David - Excellent points!

If I were a lawyer for the Harvard Institute for Quantum Social Demographics (or whatever group you're with) I would be getting nervous about now.

I think "embarrassed" might be a much better description for how they feel.

After all, Harvard has a reputation to maintain.

Let's see. 5 out of the 14 comments above are from David Kane and most of the rest are dismissive toward him.

The guy seems to be carrying on a conversation with himself at this point.

Does that tell us anything?

Dear David,

So I presume you have taken the preliminary step of looking at the L2 published data for signs of fraud?
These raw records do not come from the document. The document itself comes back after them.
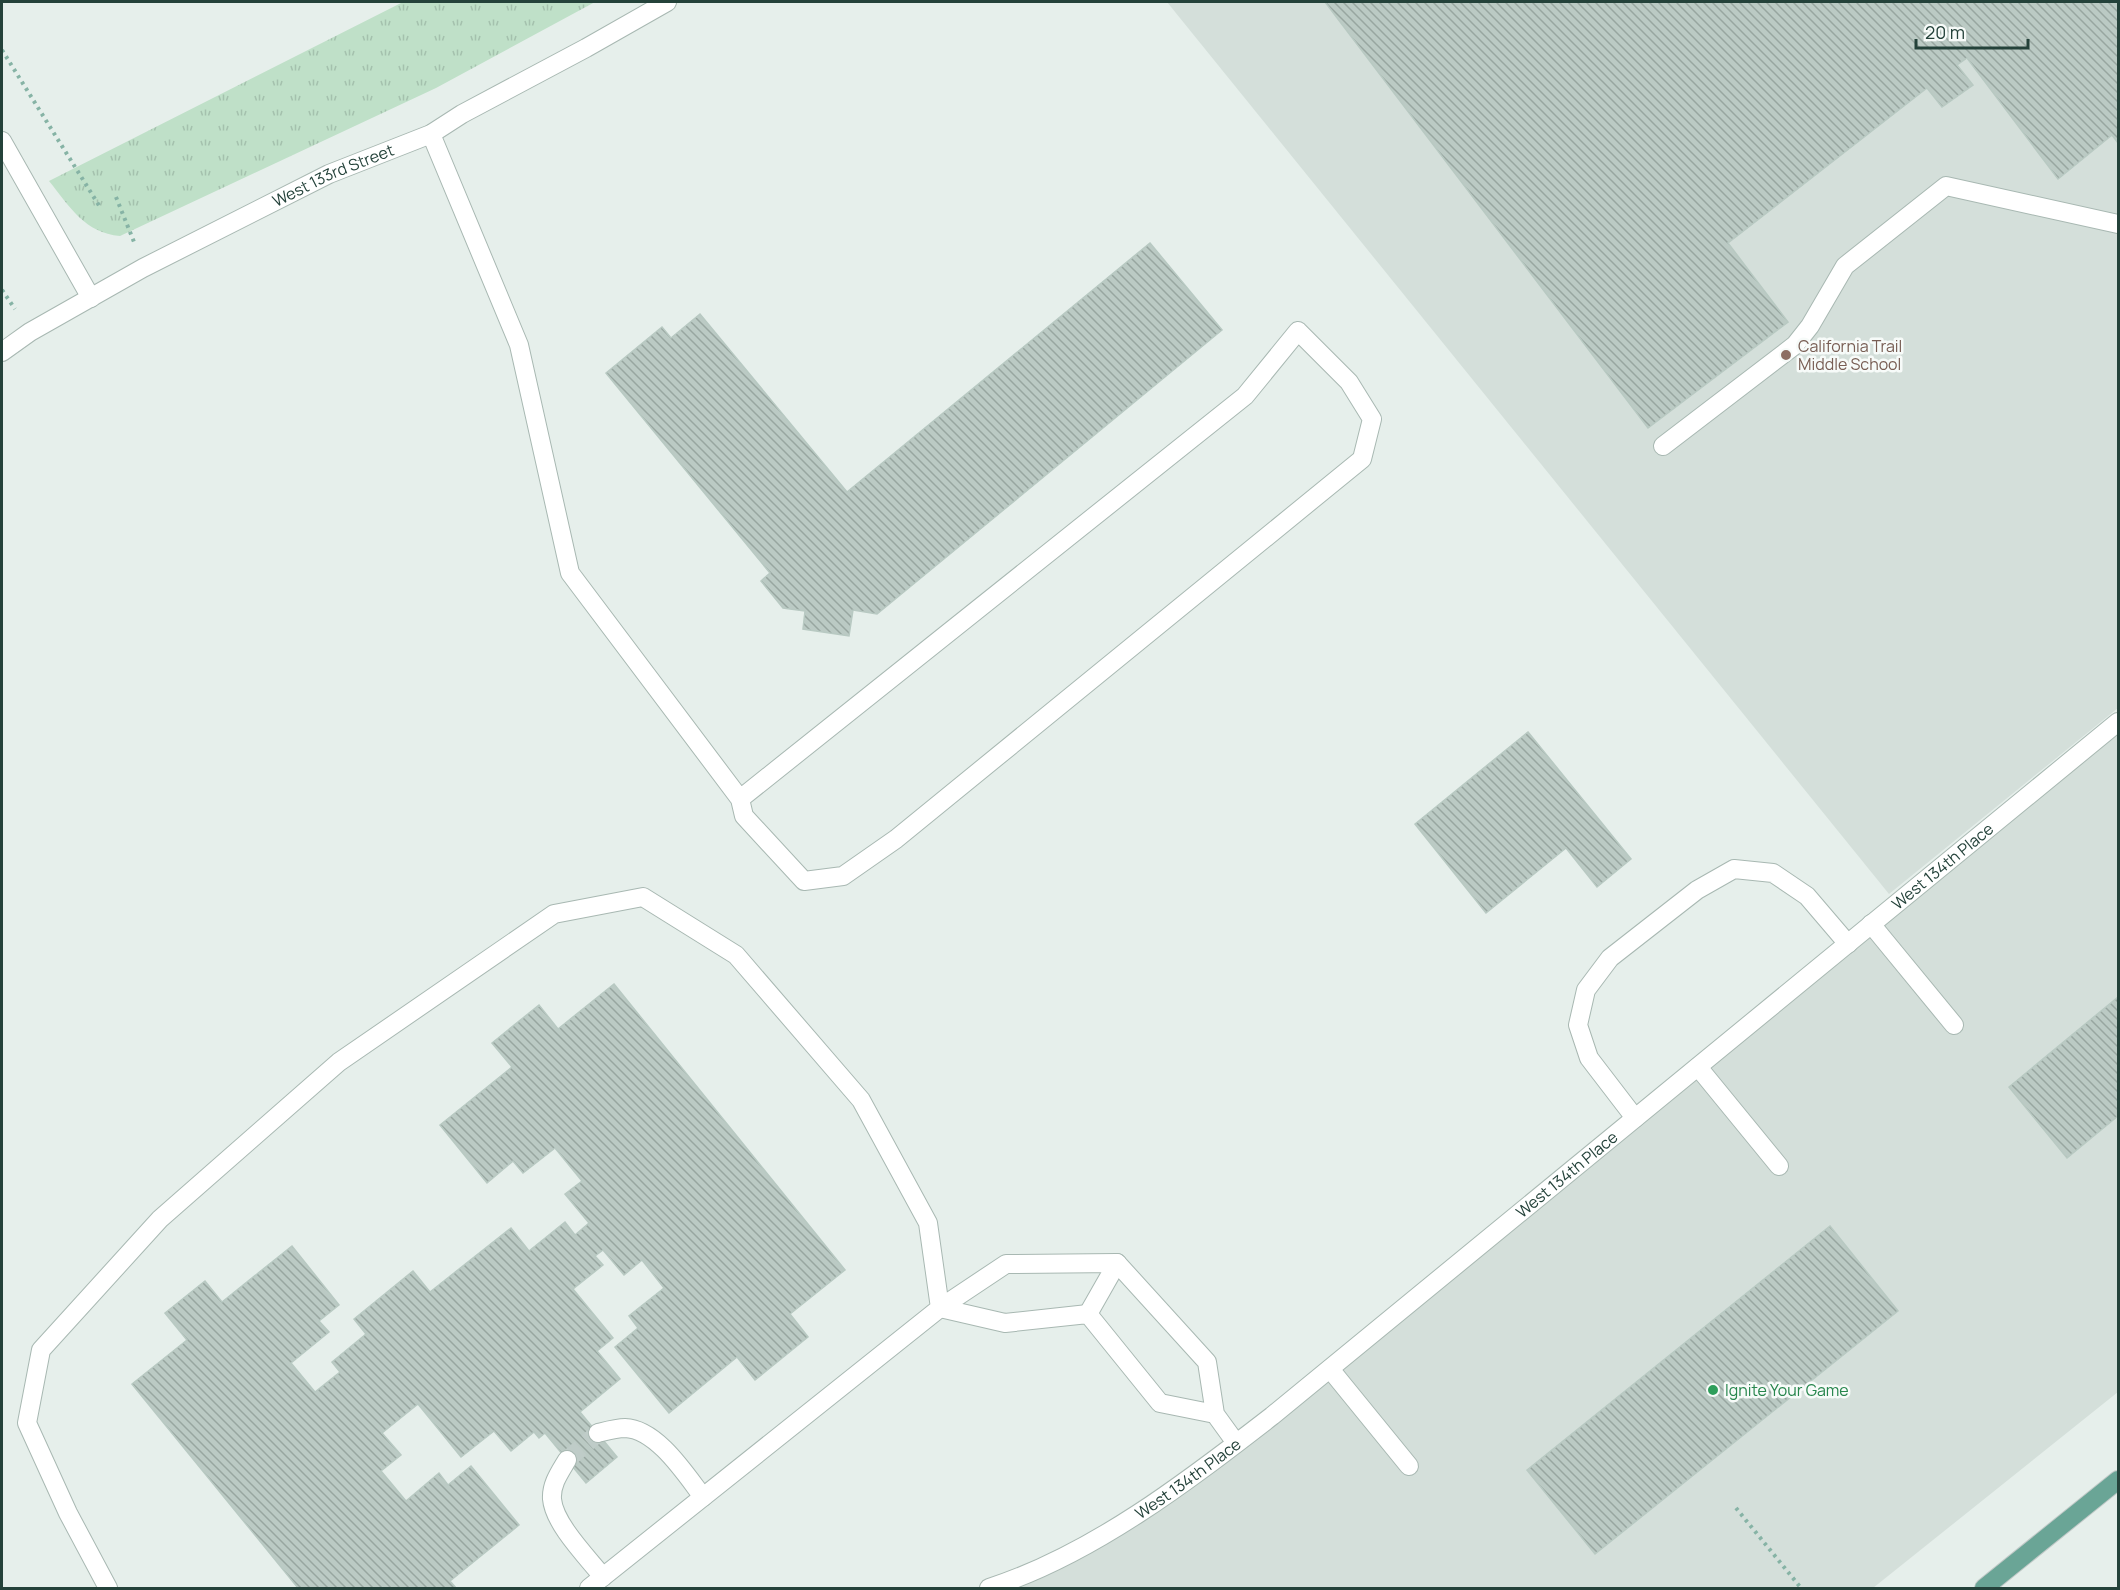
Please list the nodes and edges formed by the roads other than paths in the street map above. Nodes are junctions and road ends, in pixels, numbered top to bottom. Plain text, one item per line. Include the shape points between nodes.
1 (667, 2) edge
2 (431, 134) junction
3 (2, 141) edge
4 (2118, 224) edge
5 (92, 298) junction
6 (2, 352) edge
7 (1663, 446) dead end
8 (2118, 722) edge
9 (740, 799) junction
10 (1871, 924) junction
11 (1848, 944) junction
12 (1954, 1025) dead end
13 (1698, 1067) junction
14 (1635, 1118) junction
15 (1779, 1166) dead end
16 (1117, 1263) junction
17 (940, 1308) junction
18 (1088, 1314) junction
19 (1329, 1369) junction
20 (1215, 1414) junction
21 (598, 1433) tunnel mouth
22 (1236, 1443) junction
23 (567, 1460) tunnel mouth
24 (1409, 1466) dead end
25 (2118, 1480) edge
26 (704, 1497) junction
27 (596, 1583) edge
28 (108, 1588) edge
29 (990, 1588) edge
30 (1984, 1588) edge

1 - 2 street, West 133rd Street
2 - 5 street, West 133rd Street via 329,174
2 - 9 street via 519,345 570,573
3 - 5 street
4 - 7 street via 1946,186 1845,266 1795,345
5 - 6 street, West 133rd Street
8 - 10 street, West 134th Place
9 - 9 street via 1245,396 1298,331 1349,382 1372,419 1362,459 905,832 843,876 804,881 744,816
10 - 11 street, West 134th Place
10 - 12 street
11 - 13 street, West 134th Place
11 - 14 street via 1807,896 1773,873 1734,869 1697,890 1610,958 1586,990 1578,1025 1588,1058
13 - 14 street, West 134th Place
13 - 15 street
14 - 19 street, West 134th Place
16 - 17 street via 1006,1264
16 - 18 street
16 - 20 street via 1207,1362
17 - 18 street via 1005,1323
17 - 26 street
17 - 28 street via 928,1223 861,1100 736,955 643,897 554,914 339,1062 160,1219 41,1350 27,1423
18 - 20 street via 1160,1403
19 - 22 street, West 134th Place
19 - 24 street
20 - 22 street
21 - 26 street via 626,1428 651,1437
22 - 29 street, West 134th Place via 1192,1477 1114,1527 1054,1562
23 - 27 street via 555,1479 552,1499 561,1524
25 - 30 main road
26 - 27 street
What about a simple Benfordian analysis?

Here's what I get using the data deliminated by mode of death and excluding the totals:

N, LII freq, expected freq

1, 0.43, 0.3

2, 0.15, 0.18

3, 0.08, 0.12

4, 0.07, 0.1

5, 0.11, 0.08

6, 0.07, 0.07

7, 0.02, 0.06

8, 0.05, 0.05

9, 0.03, 0.05

Well, as much as I would like to use a Benford type analysis to look for fraud, I don't see it as possible, although I welcome suggestions.
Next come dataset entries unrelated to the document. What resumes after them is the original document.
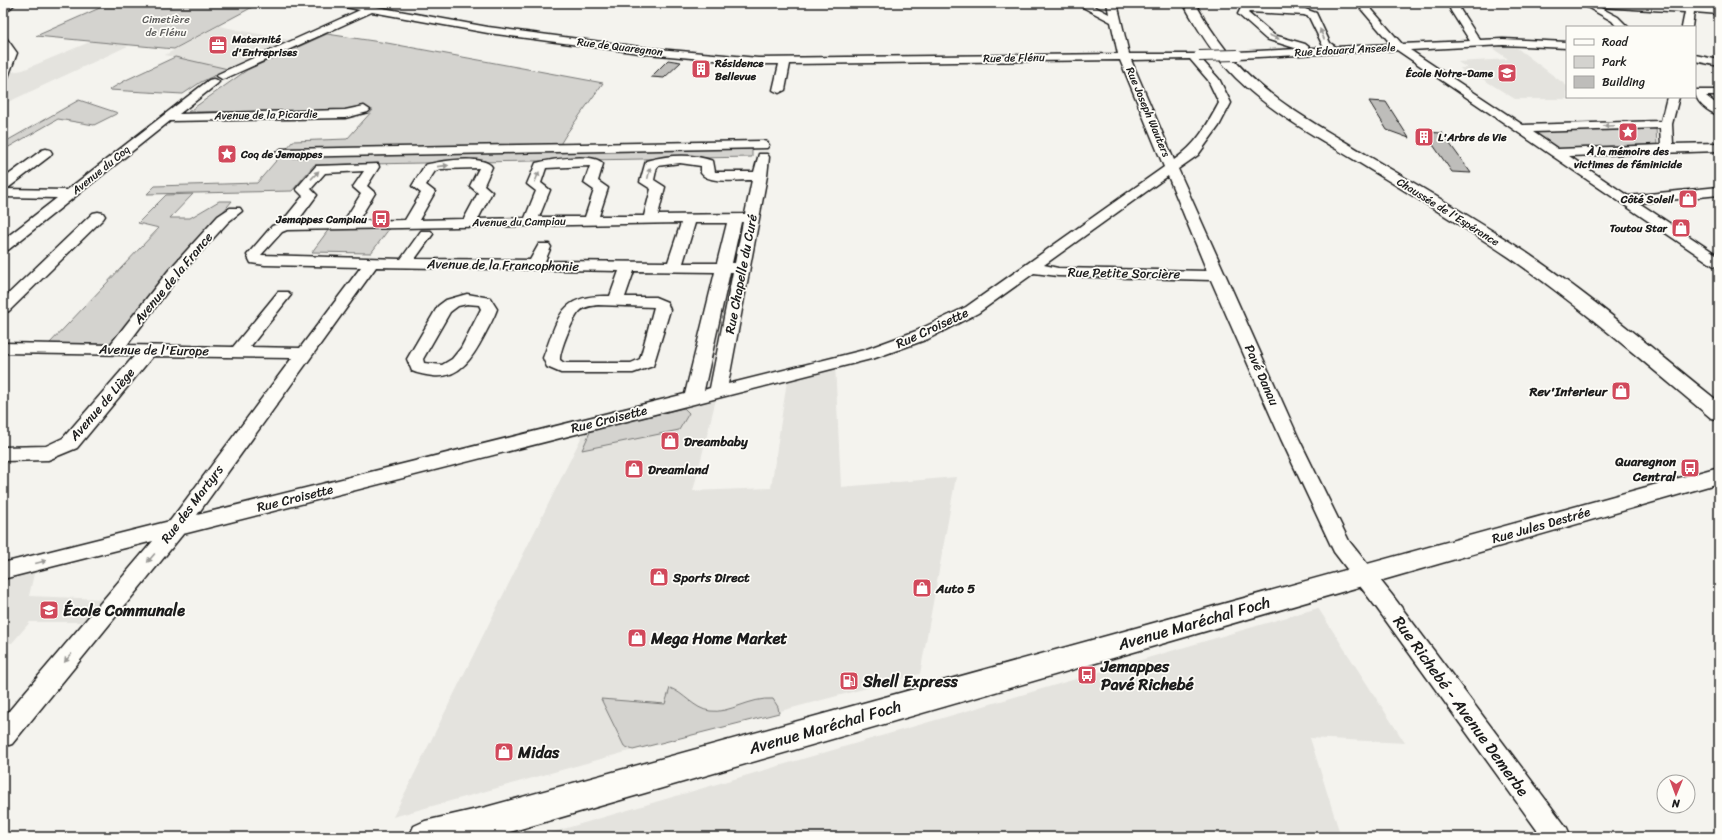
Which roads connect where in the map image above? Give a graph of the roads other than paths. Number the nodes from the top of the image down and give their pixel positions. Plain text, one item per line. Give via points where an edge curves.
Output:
1 (11, 3) edge
2 (339, 3) edge
3 (391, 3) edge
4 (1080, 3) edge
5 (1112, 3) edge
6 (1189, 3) edge
7 (1361, 3) edge
8 (1453, 3) edge
9 (1585, 3) edge
10 (1690, 5) edge
11 (374, 9) junction
12 (3, 10) edge
13 (1719, 11) edge
14 (1115, 20) junction
15 (1622, 26) edge
16 (1687, 26) edge
17 (3, 40) edge
18 (1478, 44) junction
19 (1566, 44) edge
20 (1400, 48) junction
21 (1334, 51) junction
22 (1309, 52) junction
23 (1196, 56) junction
24 (1124, 57) junction
25 (1696, 58) edge
26 (903, 60) joint
27 (785, 62) junction
28 (1719, 63) edge
29 (3, 77) edge
30 (779, 90) dead end
31 (1696, 92) edge
32 (1717, 93) dead end
33 (1673, 98) edge
34 (364, 110) dead end
35 (1719, 111) edge
36 (166, 118) junction
37 (1666, 124) junction
38 (1521, 129) junction
39 (1719, 147) edge
40 (1667, 148) junction
41 (46, 153) dead end
42 (281, 153) dead end
43 (1556, 153) junction
44 (1172, 168) junction
45 (760, 176) junction
46 (3, 185) edge
47 (1719, 190) edge
48 (3, 193) edge
49 (71, 194) junction
50 (1626, 200) junction
51 (235, 211) dead end
52 (98, 216) dead end
53 (690, 218) junction
54 (735, 218) junction
55 (752, 218) junction
56 (650, 219) junction
57 (591, 220) junction
58 (530, 221) junction
59 (470, 222) junction
60 (409, 224) junction
61 (348, 225) junction
62 (286, 226) junction
63 (426, 234) dead end
64 (3, 247) edge
65 (544, 247) dead end
66 (371, 263) junction
67 (405, 263) junction
68 (1719, 263) edge
69 (535, 265) junction
70 (628, 266) junction
71 (674, 267) junction
72 (723, 268) junction
73 (742, 268) junction
74 (1032, 268) junction
75 (1217, 276) junction
76 (283, 295) dead end
77 (616, 301) junction
78 (3, 308) edge
79 (437, 318) joint
80 (3, 348) edge
81 (114, 350) junction
82 (148, 350) junction
83 (237, 352) junction
84 (305, 353) junction
85 (718, 391) junction
86 (693, 398) junction
87 (1719, 413) edge
88 (3, 454) edge
89 (1719, 475) edge
90 (176, 528) junction
91 (3, 571) edge
92 (1363, 575) junction
93 (3, 736) edge
94 (425, 837) edge
95 (1558, 837) edge

1 - 12 street
2 - 11 street, Rue de Quaregnon
3 - 11 street
4 - 14 street
5 - 14 street, Rue Joseph Wauters
6 - 87 main road, Chaussée de l'Espérance via 1200,24 1227,62 1266,98 1542,272
7 - 20 street
8 - 18 street
9 - 10 street
9 - 15 street via 1615,19
10 - 13 street
10 - 16 street
11 - 27 street, Rue de Quaregnon via 488,30 569,41 718,58
11 - 36 street, Avenue du Coq via 239,72 238,80 220,81 200,92
14 - 24 street, Rue Joseph Wauters
17 - 29 street via 12,54
18 - 19 street, Rue Edouard Anseele
18 - 20 street, Rue Edouard Anseele
20 - 21 street, Rue Edouard Anseele
20 - 38 street
21 - 22 street, Rue Edouard Anseele
21 -> 22 street via 1326,44 1313,15 1300,12 1244,10 1243,14 1270,36 1301,46
22 - 23 street, Rue Edouard Anseele, bridge
23 - 24 street, Rue Edouard Anseele
23 - 44 street, Rue Croisette via 1213,78 1225,103 1201,145
24 - 26 street, Rue de Flénu
24 - 44 street, Rue Joseph Wauters
25 - 28 street
26 - 27 street, Rue de Quaregnon
27 - 30 street
31 - 32 street
31 - 35 street
33 - 37 street
34 - 36 street, Avenue de la Picardie via 345,114
36 - 49 street, Avenue du Coq
37 -> 38 street
37 - 40 street
38 - 43 street
39 - 40 street
40 - 43 street
41 - 46 street
42 - 45 street, Rue Chapelle du Curé via 763,151
43 - 50 street
44 - 74 street, Rue Croisette
44 - 75 street, Pavé Danau
45 - 55 street, Rue Chapelle du Curé
56 -> 45 street via 658,187 647,182 652,164 660,161 701,160 708,164 707,174 712,176
47 - 50 street
48 - 49 street
49 - 64 street, Avenue du Coq
50 - 68 street
51 - 81 street, Avenue de la France via 223,219 173,274
52 - 78 street
53 - 54 street, Avenue du Campiau
53 - 56 street, Avenue du Campiau
53 - 71 street
54 - 55 street, Avenue du Campiau
54 - 72 street
55 - 73 street, Rue Chapelle du Curé
56 - 57 street, Avenue du Campiau
57 - 58 street, Avenue du Campiau
58 -> 57 street via 543,190 534,184 541,166 551,163 591,162 597,164 591,183 601,188
58 - 59 street, Avenue du Campiau
59 - 60 street, Avenue du Campiau
60 -> 59 street via 428,192 419,186 430,168 440,165 481,164 486,167 477,186 485,192
60 - 61 street, Avenue du Campiau
61 - 62 street, Avenue du Campiau
62 -> 61 street via 310,195 303,189 318,171 327,168 373,167 360,187 368,193
62 - 66 street, Avenue de la Francophonie via 277,229 254,255 256,260
63 - 67 street
65 - 69 street
66 - 67 street, Avenue de la Francophonie
66 - 84 street, Rue des Martyrs
67 - 69 street, Avenue de la Francophonie
69 - 70 street, Avenue de la Francophonie
70 - 71 street, Avenue de la Francophonie
70 - 77 street
71 - 72 street, Avenue de la Francophonie
72 - 73 street, Avenue de la Francophonie
72 - 86 street
73 - 85 street, Rue Chapelle du Curé
74 - 75 street, Rue Petite Sorcière via 1058,272
74 - 85 street, Rue Croisette via 972,310 922,335 869,354
75 - 92 street, Pavé Danau via 1341,546
76 - 83 street
77 - 77 street via 589,301 578,304 571,310 551,358 553,363 561,368 633,368 647,362 662,310 661,305 655,302
79 - 79 street via 414,358 417,366 425,370 443,370 462,361 489,309 484,301 468,299 447,306
80 - 81 street, Avenue de l'Europe
81 - 82 street, Avenue de l'Europe
82 - 83 street, Avenue de l'Europe
82 - 88 street, Avenue de Liège via 70,443 48,453
83 - 84 street, Avenue de l'Europe
84 - 90 street, Rue des Martyrs
85 - 86 street, Rue Croisette
86 - 90 street, Rue Croisette
89 - 92 main road, Rue Jules Destrée
91 -> 90 street, Rue Croisette
90 -> 93 street, Rue des Martyrs
92 - 94 main road, Avenue Maréchal Foch via 486,823
92 - 95 street, Rue Richebé - Avenue Demerbe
For example, you are correct (I assume) that 43% of the causes of death are coded as having a "1" (whether as "1" or as "11" or "12" and so on), but I find it doubtful that there is any particular percentage that we should be looking for. As I understand it, Benford is all about looking for the frequency of different digits in a a large number of examples. In this case, there are only 13 possible codes. You can use my R package to take a look as:

> x <- .prepdata("deaths")
> table(x$CAUSE_16C)

1 2 3 4 5 7 9 11 12 13 14 15 16
169 38 43 40 6 27 36 48 122 43 4 40 13
> dim(x)
[1] 629 13
> table(x$CAUSE_16C) / 629

1 2 3 4 5 7 9 11 12 13 14 15 16
0.2687 0.0604 0.0684 0.0636 0.0095 0.0429 0.0572 0.0763 0.1940 0.0684 0.0064 0.0636 0.0207
>

This, obviously, does not reproduce your result because you are doing something Benfordian about the digits. The point is that these numbers have no meaning, unlike say the numbers on an income tax return. These are just codes corresponding to different causes of death:

> y <- prep.deaths()
> table(y$cause.category)

gunshot carbomb other explosion air strike violent, unknown
169 38 43 40 6
old age accident cancer heart disease or stroke chronic illness
27 36 48 122 43
infection disease infant death non-violent, other
4 40 13
>

(Apologies for formatting.)

Anyway, I do not think that the fact that, arbitrarily, gunshot deaths are coded as a "1" tells us anything.
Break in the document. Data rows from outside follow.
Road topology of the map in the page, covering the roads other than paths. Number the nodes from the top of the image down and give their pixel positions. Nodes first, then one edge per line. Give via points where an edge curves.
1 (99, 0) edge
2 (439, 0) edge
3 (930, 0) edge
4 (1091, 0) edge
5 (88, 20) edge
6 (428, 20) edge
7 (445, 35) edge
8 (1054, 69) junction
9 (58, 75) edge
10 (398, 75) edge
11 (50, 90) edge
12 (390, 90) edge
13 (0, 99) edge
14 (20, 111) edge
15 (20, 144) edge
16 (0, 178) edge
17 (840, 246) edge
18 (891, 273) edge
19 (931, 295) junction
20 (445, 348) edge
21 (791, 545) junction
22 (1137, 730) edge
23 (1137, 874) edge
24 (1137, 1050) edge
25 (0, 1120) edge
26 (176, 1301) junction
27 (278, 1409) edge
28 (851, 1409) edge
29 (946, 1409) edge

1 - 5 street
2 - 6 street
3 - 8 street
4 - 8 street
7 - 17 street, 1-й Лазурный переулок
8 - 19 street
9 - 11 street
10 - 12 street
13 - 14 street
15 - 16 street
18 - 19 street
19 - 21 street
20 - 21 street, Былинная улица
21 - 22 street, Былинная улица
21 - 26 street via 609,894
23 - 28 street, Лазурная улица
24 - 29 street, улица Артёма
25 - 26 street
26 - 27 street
I do think that there are lots of suspicious things about the data. See Spagat (pdf) for an introduction.

David Kane:

I do think that there are lots of suspicious things about the data. See Spagat (pdf) for an introduction.

David, I hope that was intended as sly humor. I do not know if it is the result of idiocy or of fraud but as you know one (at least) of the arguments in that Spagat paper you're recommending is transparently and utterly bogus, as Tim documented here. That doesn't necessarily mean the rest of the paper is junk (though it is suggestive), but if you want to cite it positively you should at least include some caveat.

I agree that the R^2 stuff is the weakest portion of Spagat's paper. See! Even we denialists have our disagreements. I would not go so far as to call that argument "utterly bogus." Anyway, see the thread you link to for more comments.

But the key issue here is not "How weak is that part of Spagat's paper?" The key is that there are so many other problems with L2. Let me pick just one: Were all streets included in the sample (including back alleys) or just streets which intersected main streets?

That should be a simple question. And yet, neither Tim nor Robert Chung nor sod nor my friend can tell us the answer. It is reasonable to say that the authors did not have the space in the actual paper to accurately describe the sampling scheme. But even now, over a year later, no one knows what the sampling scheme was. The authors continue to produce inconsistent claims. (See Spagat's paper for some examples.)

Tim deserves great credit for providing this excellent forum. But, if he really wanted to get to the truth, he would start threads that focused the conversation on the strongest portions of the anti-L2 case, not the weakest.

But, again, the challenge: Were all streets included in the sample (including back alleys) or just streets which intersected main streets?

If you can't answer that, how can you have much faith in L2?

David Kane is repeatedly saying "fraud" and "fake" now, but not *quite* saying outright the paper is a fraud and a fake. In fact, when pressed, he retreats to - 'the sampling scheme isn't well documented' and such like crap.
David, "the clear implication is that" you are...

David Kane: The authors continue to produce inconsistent claims. (See Spagat's paper for some examples.)

I've seen it. Spagat cites Munro, Munro cites Kane, Kane cites Spagat. Same old shite. So just for the hell of it, I'll cite Kane (March 16, 2007):

The slides [presented by Burnham] make clear that the main-street bias (MSB) issue is less serious than one might suppose (and that the methodology write up in the paper is misleading --- unintentionally, I think).

So Burnham's explanation seemed more-or-less okay back then, but then David Kane found that the rest of his powder really wasn't of the best quality, so he went trudging back to this stuff. The carpers can't keep their own story straight so they complain that the authors are being inconsistent.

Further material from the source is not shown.